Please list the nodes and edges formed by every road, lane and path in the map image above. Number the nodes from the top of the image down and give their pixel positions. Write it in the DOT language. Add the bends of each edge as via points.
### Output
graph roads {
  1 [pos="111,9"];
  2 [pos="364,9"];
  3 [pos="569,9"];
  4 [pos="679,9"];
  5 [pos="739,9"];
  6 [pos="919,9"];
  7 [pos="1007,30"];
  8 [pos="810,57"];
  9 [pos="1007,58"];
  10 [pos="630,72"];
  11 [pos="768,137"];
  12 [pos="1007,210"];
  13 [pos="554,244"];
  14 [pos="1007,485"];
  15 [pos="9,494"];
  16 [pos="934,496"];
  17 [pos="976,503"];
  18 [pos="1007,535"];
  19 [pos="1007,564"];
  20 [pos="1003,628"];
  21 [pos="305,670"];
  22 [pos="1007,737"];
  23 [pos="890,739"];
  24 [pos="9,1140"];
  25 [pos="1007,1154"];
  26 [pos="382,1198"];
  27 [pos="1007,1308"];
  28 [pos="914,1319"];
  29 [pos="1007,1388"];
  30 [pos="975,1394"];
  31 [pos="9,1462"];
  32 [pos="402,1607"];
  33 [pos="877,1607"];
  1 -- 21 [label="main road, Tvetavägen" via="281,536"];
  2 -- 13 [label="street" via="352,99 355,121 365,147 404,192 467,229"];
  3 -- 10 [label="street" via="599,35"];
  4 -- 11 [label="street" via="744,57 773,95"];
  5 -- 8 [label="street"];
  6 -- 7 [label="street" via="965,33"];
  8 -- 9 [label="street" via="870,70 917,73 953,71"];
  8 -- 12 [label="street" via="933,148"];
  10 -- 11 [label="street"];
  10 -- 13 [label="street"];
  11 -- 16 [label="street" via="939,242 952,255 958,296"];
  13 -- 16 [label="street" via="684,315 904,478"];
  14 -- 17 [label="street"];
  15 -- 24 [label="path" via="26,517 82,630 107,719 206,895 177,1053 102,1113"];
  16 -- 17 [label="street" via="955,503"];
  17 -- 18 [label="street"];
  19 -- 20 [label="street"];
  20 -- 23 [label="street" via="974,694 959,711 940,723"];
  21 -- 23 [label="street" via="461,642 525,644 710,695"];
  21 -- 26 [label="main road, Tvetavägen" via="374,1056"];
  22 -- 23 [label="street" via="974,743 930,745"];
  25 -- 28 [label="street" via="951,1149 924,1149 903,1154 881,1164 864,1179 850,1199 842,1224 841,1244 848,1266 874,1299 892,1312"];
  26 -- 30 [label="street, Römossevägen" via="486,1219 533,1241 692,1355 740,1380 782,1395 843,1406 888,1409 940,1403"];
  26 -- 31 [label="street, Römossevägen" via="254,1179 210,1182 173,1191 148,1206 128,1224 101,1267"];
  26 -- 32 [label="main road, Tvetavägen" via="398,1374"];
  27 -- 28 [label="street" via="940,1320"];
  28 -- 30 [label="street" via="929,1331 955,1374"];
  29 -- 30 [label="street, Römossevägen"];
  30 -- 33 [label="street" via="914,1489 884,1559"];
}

• _TASK STATEMENT_: All lines of the records above with the word "Tvetavägen" in them are to be copied.

• _RESPONSE AREA_:
  1 -- 21 [label="main road, Tvetavägen" via="281,536"];
  21 -- 26 [label="main road, Tvetavägen" via="374,1056"];
  26 -- 32 [label="main road, Tvetavägen" via="398,1374"];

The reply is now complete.